In the 2020-21 Border-Gavaskar Trophy, the battle between Ashwin and Steve Smith took centre stage for the way the former kept on changing his strategy

It is already nine years since Australia won a Border-Gavaskar Trophy in either part of the world and they seem determined to reverse the fortune in the forthcoming series, starting February 9 in Nagpur. With Steve Smith and Marnus Labuschagne, they have two fantastic players of spin-bowling but they will be wary of India’s spin troika of Ravichandran Ashwin, Ravindra Jadeja, and Axar Patel - who have kind of made surgical attacks on the opposition on a regular basis.

In the 2020-21 Border-Gavaskar Trophy, the battle between Ashwin and Steve Smith took centre stage for the way, the former kept on changing his strategy and emerged as one of India’s most successful bowlers throughout. Labuschagne is a big fan of that and stated that playing against Ashwin is like playing a game of chess.

“With Ashwin, it's more a chess game. He's willing to bowl ugly, which very few other spin bowlers like to do. He's willing to bowl ugly to be effective. You saw that in Australia where he just bowled as we could call it in Australia, 'negative' lines but it's great cricket. You are making the batters not be able to score. You're tying them down, tying them down. And then what he does great is then he attacks your outside edge off the pressure that he's built there (like he did at the MCG). But it's great,” Labuschagne said in an interview with Cricbuzz. 
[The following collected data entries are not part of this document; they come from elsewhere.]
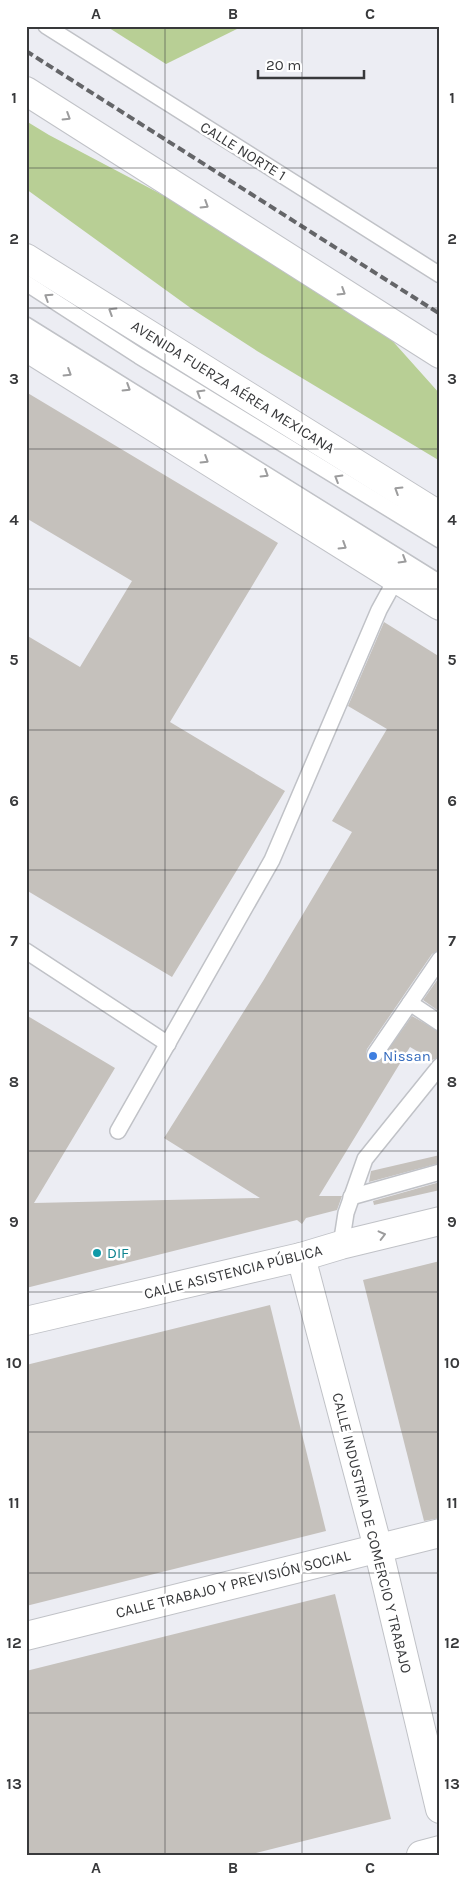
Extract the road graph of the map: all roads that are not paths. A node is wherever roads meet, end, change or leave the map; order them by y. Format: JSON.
{"nodes":[{"id":1,"x":46,"y":26,"type":"edge"},
{"id":2,"x":26,"y":91,"type":"edge"},
{"id":3,"x":26,"y":258,"type":"edge"},
{"id":4,"x":440,"y":275,"type":"edge"},
{"id":5,"x":26,"y":283,"type":"edge"},
{"id":6,"x":26,"y":325,"type":"edge"},
{"id":7,"x":402,"y":330,"type":"junction"},
{"id":8,"x":26,"y":348,"type":"edge"},
{"id":9,"x":440,"y":354,"type":"edge"},
{"id":10,"x":440,"y":368,"type":"edge"},
{"id":11,"x":440,"y":516,"type":"edge"},
{"id":12,"x":440,"y":540,"type":"edge"},
{"id":13,"x":396,"y":579,"type":"junction"},
{"id":14,"x":440,"y":583,"type":"edge"},
{"id":15,"x":440,"y":606,"type":"edge"},
{"id":16,"x":26,"y":951,"type":"edge"},
{"id":17,"x":440,"y":959,"type":"edge"},
{"id":18,"x":410,"y":1003,"type":"junction"},
{"id":19,"x":440,"y":1023,"type":"edge"},
{"id":20,"x":168,"y":1044,"type":"junction"},
{"id":21,"x":374,"y":1054,"type":"dead end"},
{"id":22,"x":440,"y":1066,"type":"edge"},
{"id":23,"x":118,"y":1132,"type":"dead end"},
{"id":24,"x":440,"y":1172,"type":"edge"},
{"id":25,"x":351,"y":1197,"type":"junction"},
{"id":26,"x":440,"y":1221,"type":"edge"},
{"id":27,"x":341,"y":1245,"type":"junction"},
{"id":28,"x":301,"y":1257,"type":"junction"},
{"id":29,"x":26,"y":1321,"type":"edge"},
{"id":30,"x":440,"y":1533,"type":"edge"},
{"id":31,"x":378,"y":1548,"type":"junction"},
{"id":32,"x":26,"y":1636,"type":"edge"},
{"id":33,"x":440,"y":1809,"type":"edge"},
{"id":34,"x":440,"y":1850,"type":"edge"},
{"id":35,"x":421,"y":1855,"type":"edge"}],
"edges":[{"from":1,"to":4,"type":"lane","name":"CALLE NORTE 1"},
{"from":2,"to":7,"type":"street","one_way":true},
{"from":11,"to":3,"type":"street","name":"AVENIDA FUERZA AÉREA MEXICANA","one_way":true},
{"from":12,"to":5,"type":"lane","one_way":true},
{"from":6,"to":14,"type":"lane","one_way":true},
{"from":7,"to":9,"type":"street"},
{"from":7,"to":10,"type":"lane"},
{"from":8,"to":13,"type":"street","one_way":true},
{"from":13,"to":15,"type":"street"},
{"from":13,"to":20,"type":"lane"},
{"from":16,"to":20,"type":"lane"},
{"from":17,"to":18,"type":"lane"},
{"from":18,"to":19,"type":"lane"},
{"from":18,"to":21,"type":"lane"},
{"from":20,"to":23,"type":"lane"},
{"from":22,"to":25,"type":"lane"},
{"from":24,"to":25,"type":"lane"},
{"from":25,"to":27,"type":"lane"},
{"from":27,"to":26,"type":"street","name":"CALLE ASISTENCIA PÚBLICA","one_way":true},
{"from":27,"to":28,"type":"street","name":"CALLE ASISTENCIA PÚBLICA"},
{"from":28,"to":29,"type":"street","name":"CALLE ASISTENCIA PÚBLICA"},
{"from":28,"to":31,"type":"street","name":"CALLE INDUSTRIA DE COMERCIO Y TRABAJO"},
{"from":30,"to":31,"type":"street","name":"CALLE TRABAJO Y PREVISIÓN SOCIAL"},
{"from":31,"to":32,"type":"street","name":"CALLE TRABAJO Y PREVISIÓN SOCIAL"},
{"from":31,"to":33,"type":"street","name":"CALLE INDUSTRIA DE COMERCIO Y TRABAJO"},
{"from":34,"to":35,"type":"street"}]}
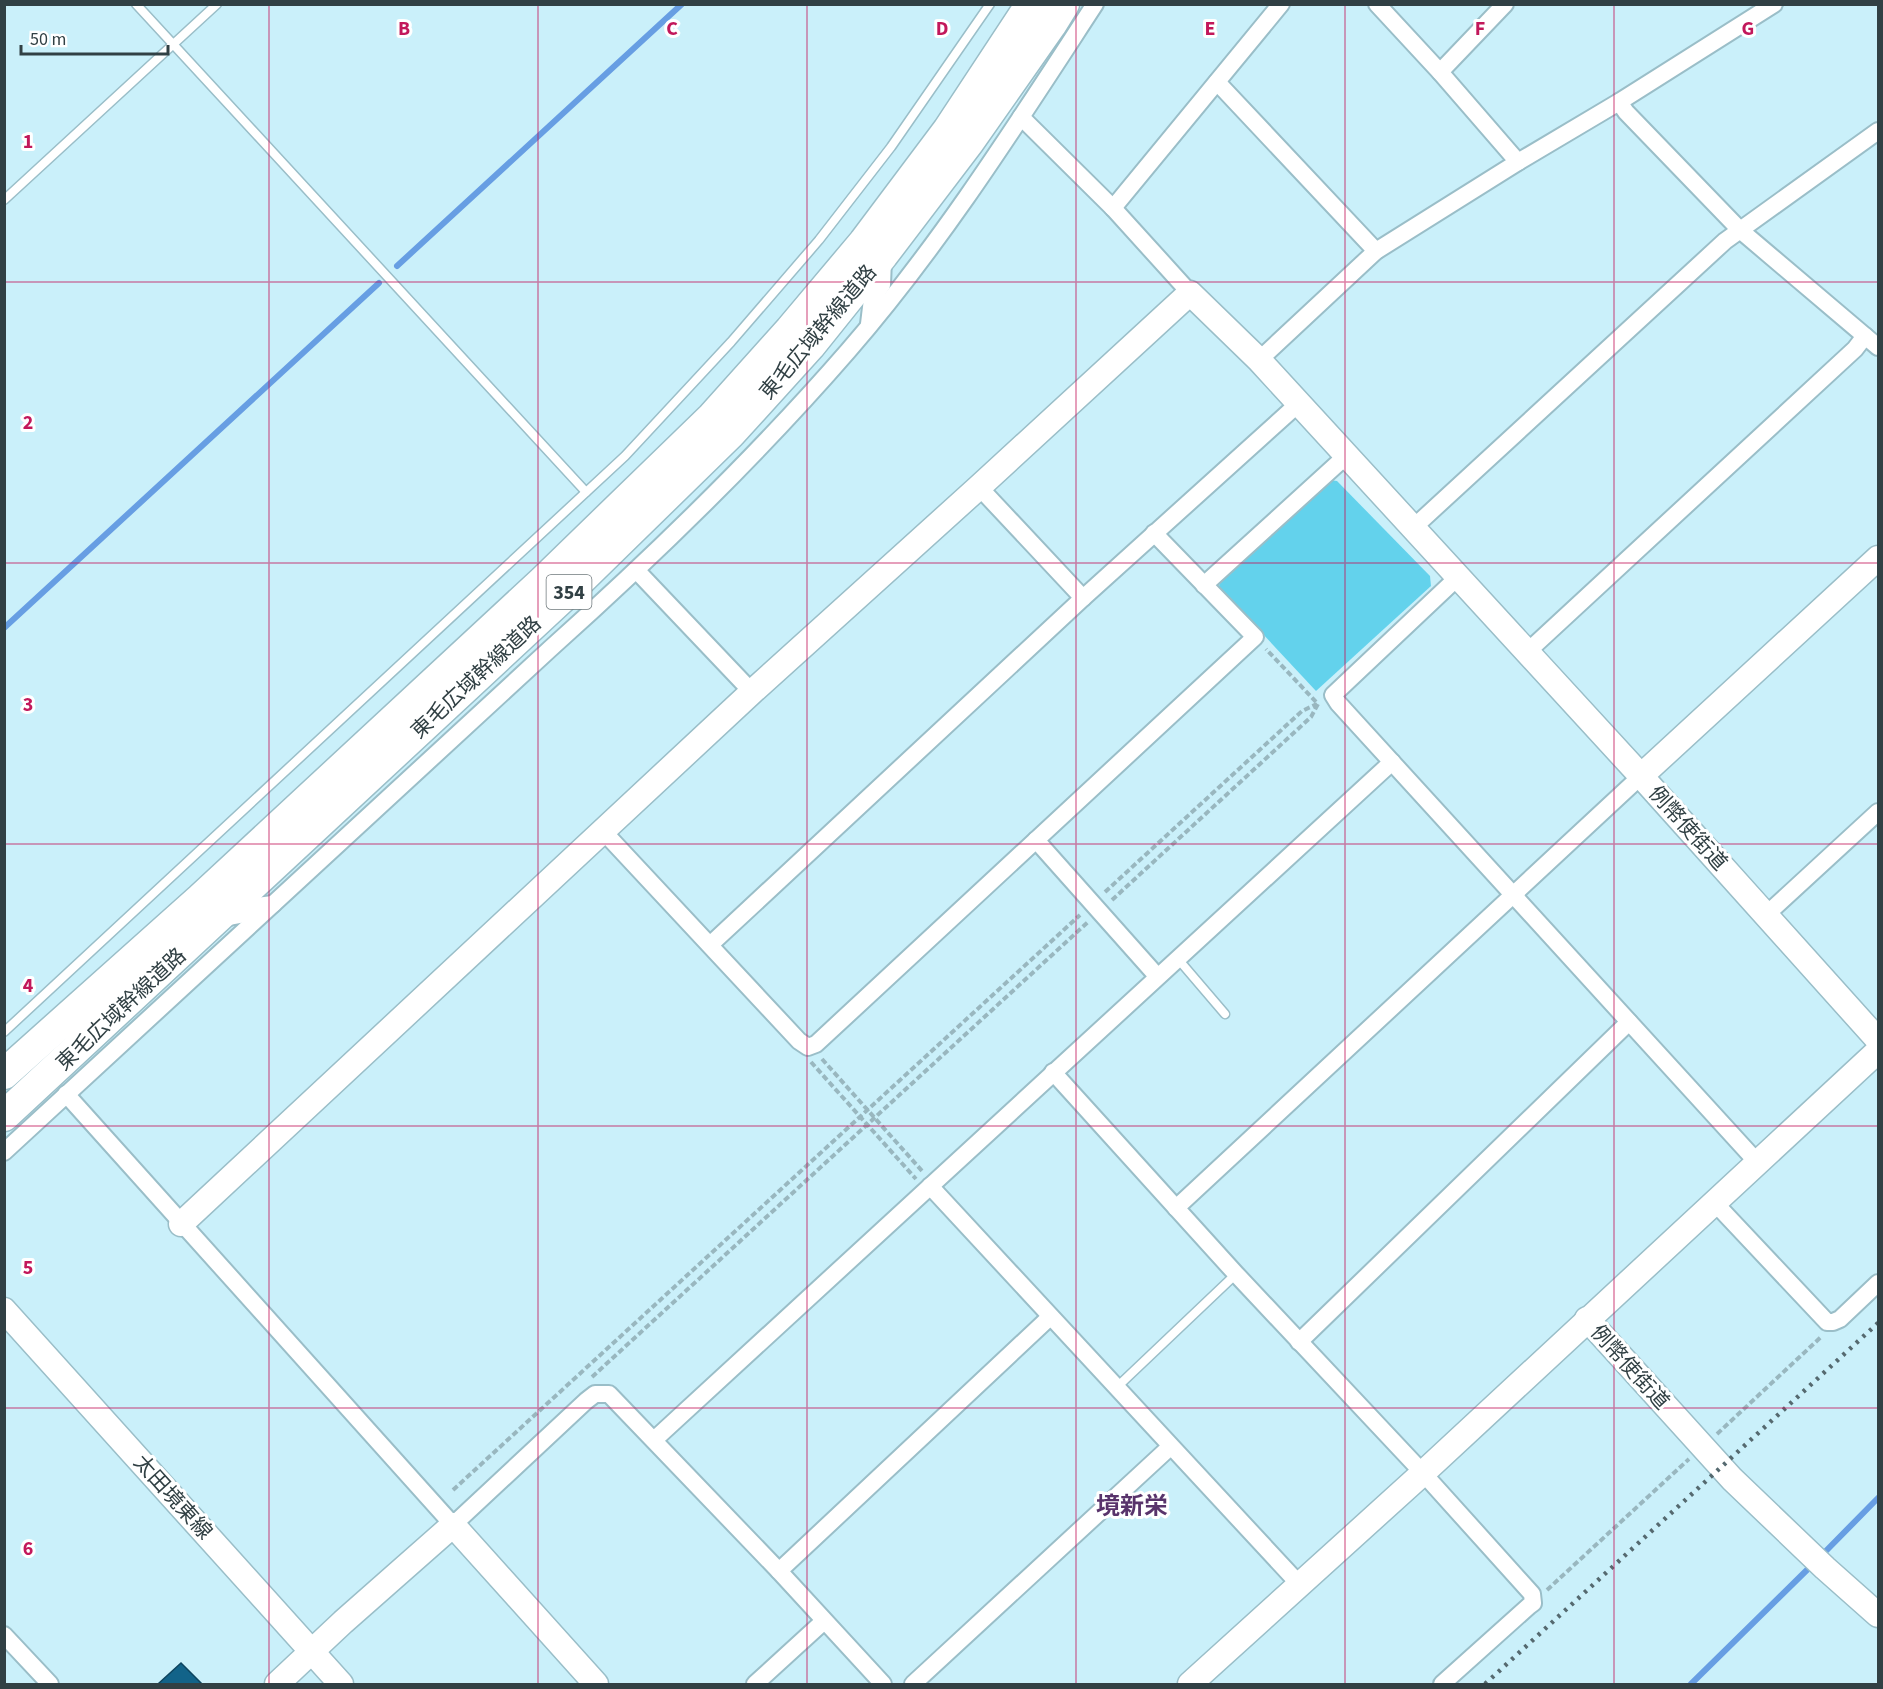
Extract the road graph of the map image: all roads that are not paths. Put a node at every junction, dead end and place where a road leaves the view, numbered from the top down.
1 (136, 4) edge
2 (217, 4) edge
3 (990, 4) edge
4 (1031, 4) edge
5 (1064, 4) edge
6 (1095, 4) edge
7 (1281, 4) edge
8 (1377, 4) edge
9 (1505, 4) edge
10 (1774, 4) edge
11 (173, 44) junction
12 (1440, 72) junction
13 (1217, 82) junction
14 (1619, 102) junction
15 (1021, 117) junction
16 (1878, 131) edge
17 (1518, 162) junction
18 (4, 200) edge
19 (1113, 208) junction
20 (1740, 230) junction
21 (1376, 251) junction
22 (883, 255) junction
23 (1190, 292) junction
24 (869, 324) junction
25 (1872, 341) edge
26 (1259, 360) junction
27 (1298, 404) junction
28 (1346, 456) junction
29 (979, 487) junction
30 (586, 492) junction
31 (1413, 528) junction
32 (1154, 533) junction
33 (1877, 563) edge
34 (637, 571) junction
35 (1457, 578) junction
36 (1204, 585) junction
37 (1083, 598) junction
38 (1526, 653) junction
39 (752, 692) junction
40 (1392, 762) junction
41 (1641, 776) junction
42 (1878, 812) edge
43 (603, 831) junction
44 (1036, 840) junction
45 (1512, 896) junction
46 (274, 904) junction
47 (1766, 915) junction
48 (218, 919) junction
49 (711, 944) junction
50 (1178, 959) junction
51 (1157, 976) junction
52 (1225, 1014) dead end
53 (1629, 1022) junction
54 (4, 1032) edge
55 (1878, 1040) edge
56 (1878, 1051) edge
57 (1053, 1072) junction
58 (4, 1074) edge
59 (66, 1094) junction
60 (4, 1116) edge
61 (4, 1152) edge
62 (1757, 1162) junction
63 (930, 1186) junction
64 (1714, 1202) junction
65 (1176, 1208) junction
66 (181, 1224) junction
67 (1236, 1274) junction
68 (1878, 1283) edge
69 (4, 1310) edge
70 (1050, 1317) junction
71 (1587, 1319) junction
72 (1299, 1342) junction
73 (1117, 1387) junction
74 (654, 1440) junction
75 (1170, 1447) junction
76 (1423, 1473) junction
77 (453, 1525) junction
78 (779, 1571) junction
79 (1300, 1585) junction
80 (1878, 1615) edge
81 (824, 1621) junction
82 (4, 1635) edge
83 (312, 1652) junction
84 (50, 1684) edge
85 (277, 1684) edge
86 (341, 1684) edge
87 (596, 1684) edge
88 (755, 1684) edge
89 (883, 1684) edge
90 (913, 1684) edge
91 (1190, 1684) edge
92 (1443, 1684) edge

1 - 11 lane
2 - 11 lane
3 - 30 lane
4 - 58 highway, 東毛広域幹線道路 / 354
5 - 22 highway, 東毛広域幹線道路 / 354
6 - 15 street
7 - 13 street
8 - 12 street
9 - 12 street
10 - 14 street
11 - 18 lane
11 - 30 lane
12 - 17 street
13 - 19 street
13 - 21 street
14 - 17 street
14 - 20 street
15 - 19 street
15 - 24 street
16 - 20 street
17 - 21 street
19 - 23 street
20 - 25 street
20 - 31 street
21 - 26 street
22 - 24 street
22 - 48 highway, 東毛広域幹線道路 / 354
23 - 26 street
23 - 29 street
24 - 34 street
25 - 38 street
26 - 27 street
27 - 28 street
27 - 32 street
28 - 31 street
28 - 36 street
29 - 37 street
29 - 39 street
30 - 54 lane
31 - 35 street
32 - 36 street
32 - 37 street
33 - 41 street, 例幣使街道
34 - 39 street
34 - 46 street
35 - 38 street
35 - 40 street
36 - 44 street
37 - 49 street
38 - 41 street
39 - 43 street
40 - 45 street
40 - 50 street
41 - 45 street
41 - 47 street, 例幣使街道
42 - 47 street
43 - 49 street
43 - 66 street
44 - 49 street
44 - 51 street
45 - 53 street
45 - 65 street
46 - 48 street
46 - 59 street
47 - 55 street, 例幣使街道
48 - 60 highway, 東毛広域幹線道路 / 354
50 - 51 street
50 - 52 lane
51 - 57 street
53 - 62 street
53 - 72 street
56 - 62 street, 例幣使街道
57 - 63 street
57 - 65 street
59 - 61 street
59 - 66 street
62 - 64 street, 例幣使街道
63 - 70 street
63 - 74 street
64 - 68 street
64 - 71 street, 例幣使街道
65 - 67 street
66 - 77 street
67 - 72 street
67 - 73 lane
69 - 83 street, 太田境東線
70 - 73 street
70 - 78 street
71 - 76 street
71 - 80 street, 例幣使街道
72 - 76 street
73 - 75 street
74 - 77 street
74 - 78 street
75 - 79 street
75 - 90 street
76 - 79 street
76 - 92 street
77 - 83 street
77 - 87 street
78 - 81 street
79 - 91 street
81 - 88 street
81 - 89 street
82 - 84 street
83 - 85 street
83 - 86 street, 太田境東線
Also Read: A series filled with intriguing sub-plots

One of the prime reasons that Ashwin has attributed to his batting is the way he follows a batter like watching tons of footages and understanding the patterns and their weaknesses. That has come in handy for him in most situations and Labuschagne believes that it would be important for them to dictate the game a bit more.
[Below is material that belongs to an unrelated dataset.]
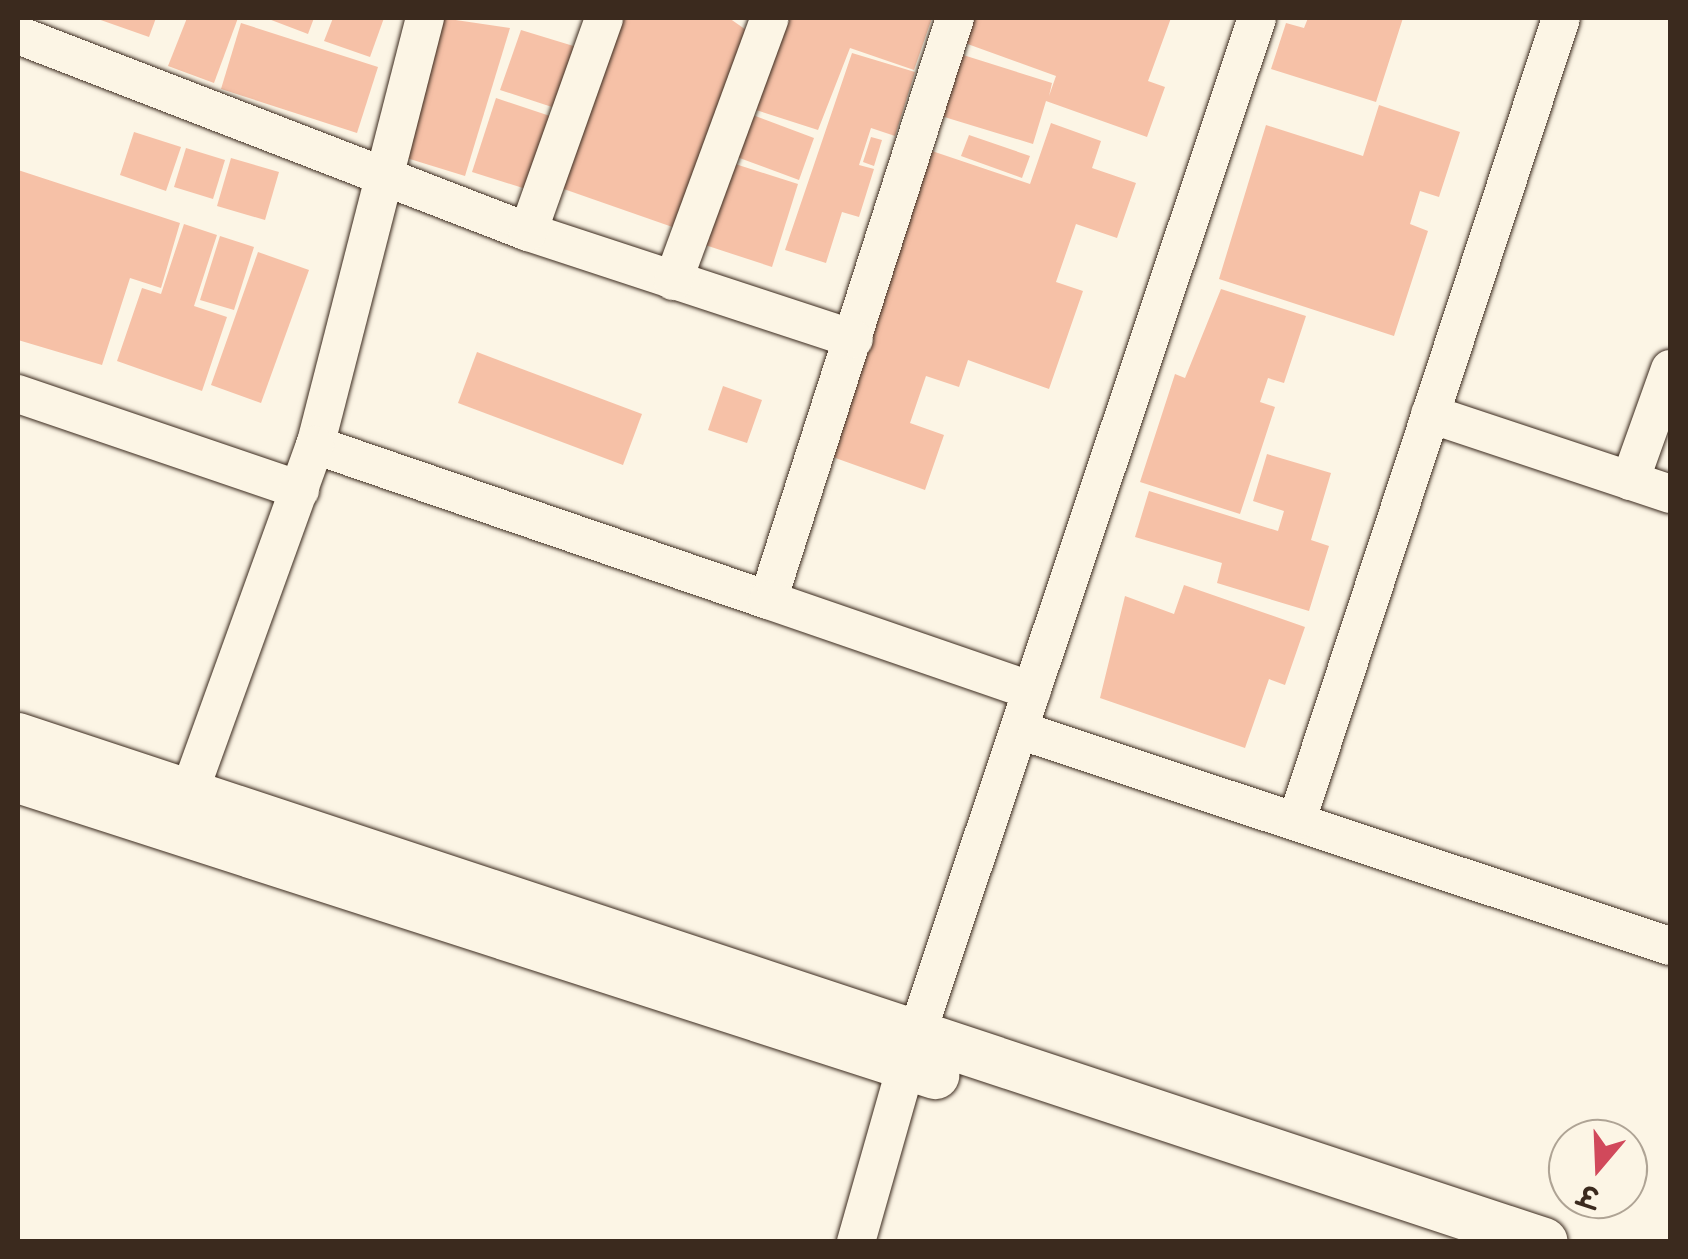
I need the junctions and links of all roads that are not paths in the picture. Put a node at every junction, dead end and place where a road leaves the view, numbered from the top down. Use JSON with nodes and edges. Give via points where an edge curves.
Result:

“So when I'm out there, and when we moved to the SCG, Smudge and I played him very well there and we came up with some great options and probably dictated play a little bit more. Rather than him dictating play like he did in the first few games. Obviously, Adelaide was a little bit of a tough wicket, pink ball, slid on quite sharply. The MCG spun big in the first two sessions. 

“I think the challenge is as much thought as he has put into coming at me, I know he would have looked at how I swept and knew that when I did something I was sweeping. I'd have to go away and make sure that when I am sweeping or doing different things in my game, it's not predictable and that he can't read it. That's made me a better player since our last encounter. And hopefully, that can come through in this series,” the Australian No.3 added.